As I laid next to my husband last night, I told him how my life is changing. He said he has seen it, I PLT for that. I tell my story praying that it will change one persons life. God didn't give up on me, He is still growing and molding me into the "Image of Christ". I have a long way to go, it is not happening over night. It is a very long process, I am just now getting to the point were I will let God lead me and let other people into my life. I am still learning how to be a Godly wife, mom, and friend to others. Through reading His "WORD" and learning from Godly examples, I will continue to grow and be more Christ like. Giving Him all the glory, the glory only He deserves.
More of my life story:
After the death of our son Joshua, my husband and I seemed to be fighting all the time. I was a very insecure person! My husband and I were very young in the Lord, (By God's grace), it was enough to keep us together, but not enough to keep us from fighting all the time. I don't know how many times my husband left me, (we only had one car, so he went off walking home to his parents many times. Sometimes I let him get pretty far before I went and picked him up. I just can't believe how awful I was, it is very hard to write all of this down) I didn't want to be with him, yet I didn't want to be without him. Looking back on my life, I see now, that most of our fights were caused by me, my jealousy, my controlling attitude, my pride, my selfishness, my bitterness. I tried to control him and mold him into the little toy, the puppet I wanted him to be. My husband has a very strong personality and would never go for something like that. PTL!!!!
Rebecca was born 10 months (to the day) from Joshua's birthday. I had a miscarriage a year later, Aaron was born two years after that.
When Rebecca was 8 months old, I landed a job working in an Accounts Payable department. I loved working with numbers, this job was wonderful. I had taken many accounting classes in school and was the accounting teacher's helper my senior year of High School. All of this prepared me for my accounting job. I worked my way up in my department until I was head over it; as I look back, this wasn't the best thing in the world. I wasn't happy with my marriage and I wouldn't allow myself to get to close to my husband or my children. I loved all of them but was always afraid that I would lose them. I couldn't handle thinking about losing another person in my life so I turned all my attention to my work. At one point I was working from 7:00 a.m. until 10:00 p.m. at night. This left my mom and my husband to care for our children. At that point in my life, I couldn't see that I was putting my family at the bottom of the list, but I was. I thought I was helping out, instead I was once again, controlling every situation that came up in our lives.

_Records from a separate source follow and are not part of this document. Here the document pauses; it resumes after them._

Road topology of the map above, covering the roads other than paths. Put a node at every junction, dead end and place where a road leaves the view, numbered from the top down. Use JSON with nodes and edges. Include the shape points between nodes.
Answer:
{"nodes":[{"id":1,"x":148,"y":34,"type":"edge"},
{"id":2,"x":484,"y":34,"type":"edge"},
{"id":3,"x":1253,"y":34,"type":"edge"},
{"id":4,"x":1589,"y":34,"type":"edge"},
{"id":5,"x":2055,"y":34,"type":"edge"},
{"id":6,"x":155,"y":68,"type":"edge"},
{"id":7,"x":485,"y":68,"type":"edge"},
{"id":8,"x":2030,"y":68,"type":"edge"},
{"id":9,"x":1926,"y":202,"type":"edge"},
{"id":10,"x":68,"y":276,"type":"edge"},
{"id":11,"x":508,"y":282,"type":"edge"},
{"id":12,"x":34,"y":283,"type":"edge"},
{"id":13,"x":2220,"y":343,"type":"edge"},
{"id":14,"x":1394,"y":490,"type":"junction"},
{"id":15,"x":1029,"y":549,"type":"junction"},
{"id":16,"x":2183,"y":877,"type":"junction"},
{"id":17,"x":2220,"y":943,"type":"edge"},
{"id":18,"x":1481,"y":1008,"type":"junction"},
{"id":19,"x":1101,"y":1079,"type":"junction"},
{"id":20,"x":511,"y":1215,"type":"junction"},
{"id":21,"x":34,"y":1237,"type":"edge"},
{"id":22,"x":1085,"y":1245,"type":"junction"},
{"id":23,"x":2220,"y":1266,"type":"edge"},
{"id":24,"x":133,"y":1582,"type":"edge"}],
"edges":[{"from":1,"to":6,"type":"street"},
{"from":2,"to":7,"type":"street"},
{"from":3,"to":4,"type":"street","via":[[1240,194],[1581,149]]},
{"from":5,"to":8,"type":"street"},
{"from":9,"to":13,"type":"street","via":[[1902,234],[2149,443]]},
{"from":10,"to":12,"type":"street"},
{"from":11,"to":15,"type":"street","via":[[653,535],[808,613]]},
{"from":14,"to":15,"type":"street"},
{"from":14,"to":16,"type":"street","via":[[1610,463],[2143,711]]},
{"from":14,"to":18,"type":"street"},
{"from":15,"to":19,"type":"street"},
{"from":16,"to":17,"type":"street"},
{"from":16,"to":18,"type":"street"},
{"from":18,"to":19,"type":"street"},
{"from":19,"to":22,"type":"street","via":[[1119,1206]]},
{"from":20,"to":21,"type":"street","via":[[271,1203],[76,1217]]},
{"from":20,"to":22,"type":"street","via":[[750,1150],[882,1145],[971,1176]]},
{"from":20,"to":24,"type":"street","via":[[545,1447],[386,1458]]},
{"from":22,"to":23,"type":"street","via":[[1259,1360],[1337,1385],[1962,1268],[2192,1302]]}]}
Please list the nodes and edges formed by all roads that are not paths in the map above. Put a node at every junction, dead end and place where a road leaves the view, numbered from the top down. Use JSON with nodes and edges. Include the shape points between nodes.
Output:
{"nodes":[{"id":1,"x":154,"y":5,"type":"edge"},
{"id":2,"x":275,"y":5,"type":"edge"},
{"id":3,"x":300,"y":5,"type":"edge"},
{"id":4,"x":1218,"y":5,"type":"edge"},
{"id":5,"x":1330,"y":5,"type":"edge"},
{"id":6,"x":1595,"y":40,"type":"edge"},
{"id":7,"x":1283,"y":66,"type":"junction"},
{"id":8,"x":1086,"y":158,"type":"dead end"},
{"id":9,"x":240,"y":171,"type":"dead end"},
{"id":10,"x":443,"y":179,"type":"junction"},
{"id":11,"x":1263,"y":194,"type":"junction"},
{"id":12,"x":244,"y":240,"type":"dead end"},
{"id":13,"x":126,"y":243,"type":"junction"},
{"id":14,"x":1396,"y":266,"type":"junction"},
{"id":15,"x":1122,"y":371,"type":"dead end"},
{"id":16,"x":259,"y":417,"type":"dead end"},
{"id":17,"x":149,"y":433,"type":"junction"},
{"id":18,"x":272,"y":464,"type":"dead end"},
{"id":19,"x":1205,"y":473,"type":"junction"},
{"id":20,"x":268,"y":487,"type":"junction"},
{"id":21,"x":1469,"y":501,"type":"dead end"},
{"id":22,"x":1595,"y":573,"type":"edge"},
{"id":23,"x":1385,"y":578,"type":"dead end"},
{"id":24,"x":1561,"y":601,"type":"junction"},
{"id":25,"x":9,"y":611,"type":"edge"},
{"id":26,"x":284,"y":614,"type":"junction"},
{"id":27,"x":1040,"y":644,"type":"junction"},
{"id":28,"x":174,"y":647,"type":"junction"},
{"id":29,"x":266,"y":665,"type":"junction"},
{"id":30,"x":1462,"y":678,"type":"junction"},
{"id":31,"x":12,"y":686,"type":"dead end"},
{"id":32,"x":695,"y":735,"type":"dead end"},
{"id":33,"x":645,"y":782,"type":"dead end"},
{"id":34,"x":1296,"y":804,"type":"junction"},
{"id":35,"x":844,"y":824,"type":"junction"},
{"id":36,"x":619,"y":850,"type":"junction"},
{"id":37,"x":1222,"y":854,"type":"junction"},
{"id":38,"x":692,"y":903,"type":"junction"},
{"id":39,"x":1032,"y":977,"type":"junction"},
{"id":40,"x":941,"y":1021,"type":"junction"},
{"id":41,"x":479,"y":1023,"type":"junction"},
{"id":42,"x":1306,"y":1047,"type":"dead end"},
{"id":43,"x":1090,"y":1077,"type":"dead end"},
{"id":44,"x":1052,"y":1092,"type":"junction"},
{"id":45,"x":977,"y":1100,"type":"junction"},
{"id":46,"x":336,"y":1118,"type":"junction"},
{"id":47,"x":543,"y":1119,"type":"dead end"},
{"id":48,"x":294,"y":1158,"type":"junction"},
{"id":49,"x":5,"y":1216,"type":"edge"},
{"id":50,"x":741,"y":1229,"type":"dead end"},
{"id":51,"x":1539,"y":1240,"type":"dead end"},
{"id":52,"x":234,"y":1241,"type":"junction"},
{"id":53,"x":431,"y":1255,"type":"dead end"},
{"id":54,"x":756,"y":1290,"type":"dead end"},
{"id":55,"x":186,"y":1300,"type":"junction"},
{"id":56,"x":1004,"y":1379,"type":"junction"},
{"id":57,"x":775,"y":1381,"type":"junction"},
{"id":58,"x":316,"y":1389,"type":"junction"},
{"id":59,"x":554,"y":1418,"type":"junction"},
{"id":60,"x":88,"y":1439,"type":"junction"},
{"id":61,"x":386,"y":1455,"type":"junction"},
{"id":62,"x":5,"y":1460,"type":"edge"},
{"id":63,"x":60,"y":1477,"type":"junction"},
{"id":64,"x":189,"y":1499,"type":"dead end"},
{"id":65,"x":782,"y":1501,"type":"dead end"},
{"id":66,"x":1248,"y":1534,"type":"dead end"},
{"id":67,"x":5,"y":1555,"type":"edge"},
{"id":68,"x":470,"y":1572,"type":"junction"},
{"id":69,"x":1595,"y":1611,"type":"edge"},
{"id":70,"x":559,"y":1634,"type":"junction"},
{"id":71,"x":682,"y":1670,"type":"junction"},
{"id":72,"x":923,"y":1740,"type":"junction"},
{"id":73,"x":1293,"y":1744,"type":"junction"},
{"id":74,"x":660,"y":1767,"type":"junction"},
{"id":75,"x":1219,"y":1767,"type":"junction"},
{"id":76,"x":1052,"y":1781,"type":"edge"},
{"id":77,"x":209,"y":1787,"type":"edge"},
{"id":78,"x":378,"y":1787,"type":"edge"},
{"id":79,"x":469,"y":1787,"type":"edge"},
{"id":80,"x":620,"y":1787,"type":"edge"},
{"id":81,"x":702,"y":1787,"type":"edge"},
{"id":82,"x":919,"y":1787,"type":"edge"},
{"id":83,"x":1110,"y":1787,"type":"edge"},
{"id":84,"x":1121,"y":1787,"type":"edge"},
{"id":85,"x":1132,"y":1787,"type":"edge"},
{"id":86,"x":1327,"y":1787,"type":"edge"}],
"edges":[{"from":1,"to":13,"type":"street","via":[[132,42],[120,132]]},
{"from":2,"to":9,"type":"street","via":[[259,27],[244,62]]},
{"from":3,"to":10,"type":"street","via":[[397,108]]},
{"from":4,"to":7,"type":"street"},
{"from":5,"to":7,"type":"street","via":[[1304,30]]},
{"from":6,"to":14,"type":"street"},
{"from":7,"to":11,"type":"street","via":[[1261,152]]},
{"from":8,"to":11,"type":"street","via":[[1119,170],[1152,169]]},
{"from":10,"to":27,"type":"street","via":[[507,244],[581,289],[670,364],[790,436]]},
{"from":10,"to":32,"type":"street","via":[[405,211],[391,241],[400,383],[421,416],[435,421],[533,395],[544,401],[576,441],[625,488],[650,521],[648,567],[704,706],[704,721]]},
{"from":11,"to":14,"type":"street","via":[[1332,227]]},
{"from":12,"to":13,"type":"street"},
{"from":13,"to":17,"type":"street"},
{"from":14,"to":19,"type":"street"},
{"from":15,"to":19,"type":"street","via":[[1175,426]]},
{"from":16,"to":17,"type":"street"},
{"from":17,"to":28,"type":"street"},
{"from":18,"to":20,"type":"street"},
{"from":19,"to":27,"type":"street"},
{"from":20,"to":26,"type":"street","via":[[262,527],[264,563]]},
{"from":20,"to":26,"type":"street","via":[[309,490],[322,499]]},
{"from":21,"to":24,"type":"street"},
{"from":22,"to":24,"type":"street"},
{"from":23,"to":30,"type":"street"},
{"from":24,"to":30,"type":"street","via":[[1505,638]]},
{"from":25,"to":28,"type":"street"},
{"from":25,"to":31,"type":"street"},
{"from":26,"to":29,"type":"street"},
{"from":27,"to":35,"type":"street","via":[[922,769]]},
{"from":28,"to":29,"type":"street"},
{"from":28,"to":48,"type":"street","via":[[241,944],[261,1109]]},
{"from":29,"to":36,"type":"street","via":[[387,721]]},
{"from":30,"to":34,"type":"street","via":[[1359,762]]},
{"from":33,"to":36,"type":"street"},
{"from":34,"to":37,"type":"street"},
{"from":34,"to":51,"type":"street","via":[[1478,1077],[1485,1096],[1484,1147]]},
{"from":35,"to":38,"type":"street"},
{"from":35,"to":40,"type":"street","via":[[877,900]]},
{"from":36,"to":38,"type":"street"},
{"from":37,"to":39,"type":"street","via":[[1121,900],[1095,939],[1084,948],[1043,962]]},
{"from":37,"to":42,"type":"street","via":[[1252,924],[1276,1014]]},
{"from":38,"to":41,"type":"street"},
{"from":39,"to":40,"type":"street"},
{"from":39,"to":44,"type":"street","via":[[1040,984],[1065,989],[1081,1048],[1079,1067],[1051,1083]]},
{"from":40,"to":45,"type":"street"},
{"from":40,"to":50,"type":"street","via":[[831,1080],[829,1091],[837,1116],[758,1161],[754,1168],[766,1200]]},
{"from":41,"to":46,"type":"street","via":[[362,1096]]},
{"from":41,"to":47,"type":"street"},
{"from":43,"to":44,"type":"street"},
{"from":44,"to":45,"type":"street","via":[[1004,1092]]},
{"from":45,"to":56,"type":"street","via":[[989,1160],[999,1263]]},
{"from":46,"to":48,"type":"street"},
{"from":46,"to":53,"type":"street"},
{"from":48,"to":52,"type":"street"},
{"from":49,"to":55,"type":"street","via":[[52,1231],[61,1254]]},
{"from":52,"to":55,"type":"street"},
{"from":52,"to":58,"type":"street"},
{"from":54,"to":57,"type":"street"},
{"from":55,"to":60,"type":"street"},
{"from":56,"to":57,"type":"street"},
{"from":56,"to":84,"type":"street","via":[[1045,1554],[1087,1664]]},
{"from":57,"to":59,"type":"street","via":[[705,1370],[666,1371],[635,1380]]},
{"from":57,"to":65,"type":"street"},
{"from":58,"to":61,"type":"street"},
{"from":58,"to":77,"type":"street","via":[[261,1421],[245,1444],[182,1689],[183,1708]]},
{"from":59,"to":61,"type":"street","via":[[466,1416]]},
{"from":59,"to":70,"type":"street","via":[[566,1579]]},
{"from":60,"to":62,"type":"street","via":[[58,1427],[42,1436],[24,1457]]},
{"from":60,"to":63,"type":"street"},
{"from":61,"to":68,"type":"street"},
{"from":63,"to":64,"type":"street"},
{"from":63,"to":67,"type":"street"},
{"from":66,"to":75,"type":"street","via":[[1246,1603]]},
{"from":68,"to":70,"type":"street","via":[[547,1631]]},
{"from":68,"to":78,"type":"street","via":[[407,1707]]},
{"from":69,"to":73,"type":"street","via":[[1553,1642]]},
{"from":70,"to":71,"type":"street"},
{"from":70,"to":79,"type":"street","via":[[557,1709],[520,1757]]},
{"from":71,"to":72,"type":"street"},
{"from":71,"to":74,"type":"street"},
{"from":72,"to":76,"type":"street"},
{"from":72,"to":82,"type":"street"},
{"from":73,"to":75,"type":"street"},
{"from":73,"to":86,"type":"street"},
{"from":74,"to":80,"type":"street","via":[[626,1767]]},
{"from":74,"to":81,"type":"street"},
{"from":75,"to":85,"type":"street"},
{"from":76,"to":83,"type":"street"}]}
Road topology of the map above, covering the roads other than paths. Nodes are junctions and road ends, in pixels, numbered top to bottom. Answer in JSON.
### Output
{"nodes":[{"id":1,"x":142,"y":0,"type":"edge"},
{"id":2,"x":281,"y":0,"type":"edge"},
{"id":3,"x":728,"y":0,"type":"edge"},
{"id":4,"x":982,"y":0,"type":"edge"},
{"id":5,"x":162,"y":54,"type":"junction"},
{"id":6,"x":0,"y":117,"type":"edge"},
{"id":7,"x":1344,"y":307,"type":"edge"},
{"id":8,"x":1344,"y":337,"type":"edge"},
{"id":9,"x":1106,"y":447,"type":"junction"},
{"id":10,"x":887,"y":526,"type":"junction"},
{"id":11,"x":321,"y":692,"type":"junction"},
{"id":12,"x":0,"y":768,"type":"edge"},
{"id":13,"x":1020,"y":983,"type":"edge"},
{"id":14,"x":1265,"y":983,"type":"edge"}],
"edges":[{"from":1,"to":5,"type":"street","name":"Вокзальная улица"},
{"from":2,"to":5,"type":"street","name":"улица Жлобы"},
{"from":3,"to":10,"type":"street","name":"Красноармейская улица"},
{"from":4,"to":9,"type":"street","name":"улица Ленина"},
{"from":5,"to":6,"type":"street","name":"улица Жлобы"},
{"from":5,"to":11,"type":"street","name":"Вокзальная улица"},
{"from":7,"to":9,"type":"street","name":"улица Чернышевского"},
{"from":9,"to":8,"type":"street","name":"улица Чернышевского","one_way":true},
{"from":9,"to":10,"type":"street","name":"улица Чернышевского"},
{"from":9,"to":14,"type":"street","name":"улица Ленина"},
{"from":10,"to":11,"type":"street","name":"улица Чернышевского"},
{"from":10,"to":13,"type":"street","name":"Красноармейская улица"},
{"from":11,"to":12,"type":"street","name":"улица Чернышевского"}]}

As I look back over those years, I just can not believe I thought I was being a good wife and mother. After the death of our son, I held everyone at arms length, including my husband and my children. I had a wall built so high no one could get to me unless I let them. I would never let anyone or anything hurt me again, (I wouldn't allow it) not by a man,(Bret's father left me when I was seven months pregnant) not by a lose, not by anything or anyone. I wouldn't let anyone get to close to me. As my husband has told me many times, my son Bret, was the only thing that I cherished.
When our son Aaron was five, my husband told me he would like for me to have another child. I couldn't even believe that he would ask me to go through that again. I fought him with all of my might. I loved my job and thought that another child would just get in the way. I finally told him (instead of submitting) that I would have another child (everything had to be on my terms) but I wanted it to be before I turned 30. I got pregnant when I was 29, and had the twins 3 days before I turned 30.
I never wanted, or even thought about, having twins. Like I said, I loved my job and thought I'd go right back to work after I had this baby. I remember my first office visit to the doctor's. "Let me back track for a minute". The day before going to my first office visit, one of my employee's asked me if I would be coming back to work after the baby was born. I jokingly said, "Yes, unless I have twins". I went to my first office visit trying to explain to the doctor why at three months pregnant I was so big. I told him, "I must have the dates wrong" and "I must be eating to much". He said "let's take a look to see what's going on and how big the baby is". He said "Oh, I see the problem, you are carrying twins". I didn't even want to have one baby,let alone twins. Some people cry, I started laughing. It ended up being an out of control laugh. I couldn't believe that God could have such a sense of humor, that He would do this to me. Instead of looking on it as the blessing that it was, I could only see it as a big joke. The doctor make me call my husband before I left that office so I could get myself under control.
I remember calling my husband and telling him I was pregnant with twins. He said, "God has answered my prayers". I had no idea he was praying that I would have
twins. May God bless him for being such a wonderful husband and father.
Looking back, I can see now that it was all in God's perfect plan for our lives. God had to stop me dead in my tracks and humbled me. I wasn't suppose to be that working woman. After the twins were born, it was a turning point in my husband's and my life. I still had a lot of growing in the Lord to do, (I still have a lot of growing in the Lord to do) so I could be the wife and mother God called me to be, but it started me on the right track.
Tomorrow is the Twins 13th Birthday! I can't imagine our lives without these two very funny boy's. As soon as I can, I'll try to write about my husband and the twins. My husband just didn't stop at praying for us to have twins, he helped me every step of the way and still does. I had to stop working when I was 5 months pregnant due to the fact twins normally (not in my case) are born early. My husband worked two jobs so I could stay home (and not worry)while I waited to have our twins.